The officers were puzzled. What had started them? What had injected that mad fighting spirit into their yellow hides? What had caused them to make that swift, wild, wonderful stand?

"Hey, you, John!" The commanding officer addressed one of them when a lull came and they were busy again at the tumbled earth. "What you fight for, hey?"

The coolie grinned foolishly.

"Him say fight. Him heap big man, alle same have Dlagon's blood. Him say fight, we fight, sabe?" And he pointed to Kan Wong--Kan Wong, his head bleeding from a wound, his eyes glowing with a green fury from between their narrow lids, his long, strong hands, red with blood other than his own, still clutching his rifle with a grip that had a tenderly savage joy in it.

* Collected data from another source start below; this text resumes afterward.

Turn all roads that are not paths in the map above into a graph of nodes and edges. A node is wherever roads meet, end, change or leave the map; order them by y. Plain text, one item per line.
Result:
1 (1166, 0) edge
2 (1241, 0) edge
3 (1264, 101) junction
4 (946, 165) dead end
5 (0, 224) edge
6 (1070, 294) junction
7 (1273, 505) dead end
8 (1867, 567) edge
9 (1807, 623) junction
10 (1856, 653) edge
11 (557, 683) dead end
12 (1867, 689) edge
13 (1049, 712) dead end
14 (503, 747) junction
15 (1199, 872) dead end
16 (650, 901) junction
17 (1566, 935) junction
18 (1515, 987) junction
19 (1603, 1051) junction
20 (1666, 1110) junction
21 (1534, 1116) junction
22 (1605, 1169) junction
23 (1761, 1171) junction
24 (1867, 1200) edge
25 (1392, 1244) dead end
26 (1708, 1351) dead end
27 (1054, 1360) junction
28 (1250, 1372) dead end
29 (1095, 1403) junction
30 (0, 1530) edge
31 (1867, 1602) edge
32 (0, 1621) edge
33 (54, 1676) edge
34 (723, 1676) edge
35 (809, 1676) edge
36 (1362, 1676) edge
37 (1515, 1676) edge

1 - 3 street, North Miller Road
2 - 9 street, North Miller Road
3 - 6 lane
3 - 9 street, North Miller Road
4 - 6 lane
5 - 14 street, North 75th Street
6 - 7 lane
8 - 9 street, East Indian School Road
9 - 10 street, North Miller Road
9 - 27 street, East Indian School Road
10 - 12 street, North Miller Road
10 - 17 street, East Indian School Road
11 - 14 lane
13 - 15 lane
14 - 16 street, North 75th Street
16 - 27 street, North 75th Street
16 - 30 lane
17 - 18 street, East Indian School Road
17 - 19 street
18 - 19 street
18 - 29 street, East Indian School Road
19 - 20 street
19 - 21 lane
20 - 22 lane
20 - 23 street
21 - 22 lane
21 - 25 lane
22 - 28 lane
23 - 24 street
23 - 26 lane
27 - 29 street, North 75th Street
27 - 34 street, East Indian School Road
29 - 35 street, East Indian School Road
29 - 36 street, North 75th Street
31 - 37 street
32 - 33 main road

The officer approached him.

"Are you the man who rallied the coolies and held the line?" he asked shortly.

Kan Wong stiffened with a dignity to which he now felt he had a right.

"Me fight," he said quietly--"me fight, coolie fight, too. Me belong Dlagon's blood. One time my people fighting men; long time I wait."

"You'll wait no longer," said the officer. He unpinned the cross from his tunic and fastened it to the torn, bloody blouse of Kan Wong. "Off to the east are men of your own race, fighting-men from China, Cochin-China. That is the place for a man of the Dragon's blood--and that is the tool that belongs in your hand till we're done with this mess." He pointed to the rifle that Kan Wong still held with a stiff, loving, lingering grip.

And so, on the other side of the world, the son of the Dragon came to his own and realized the dreams of a glory he had missed.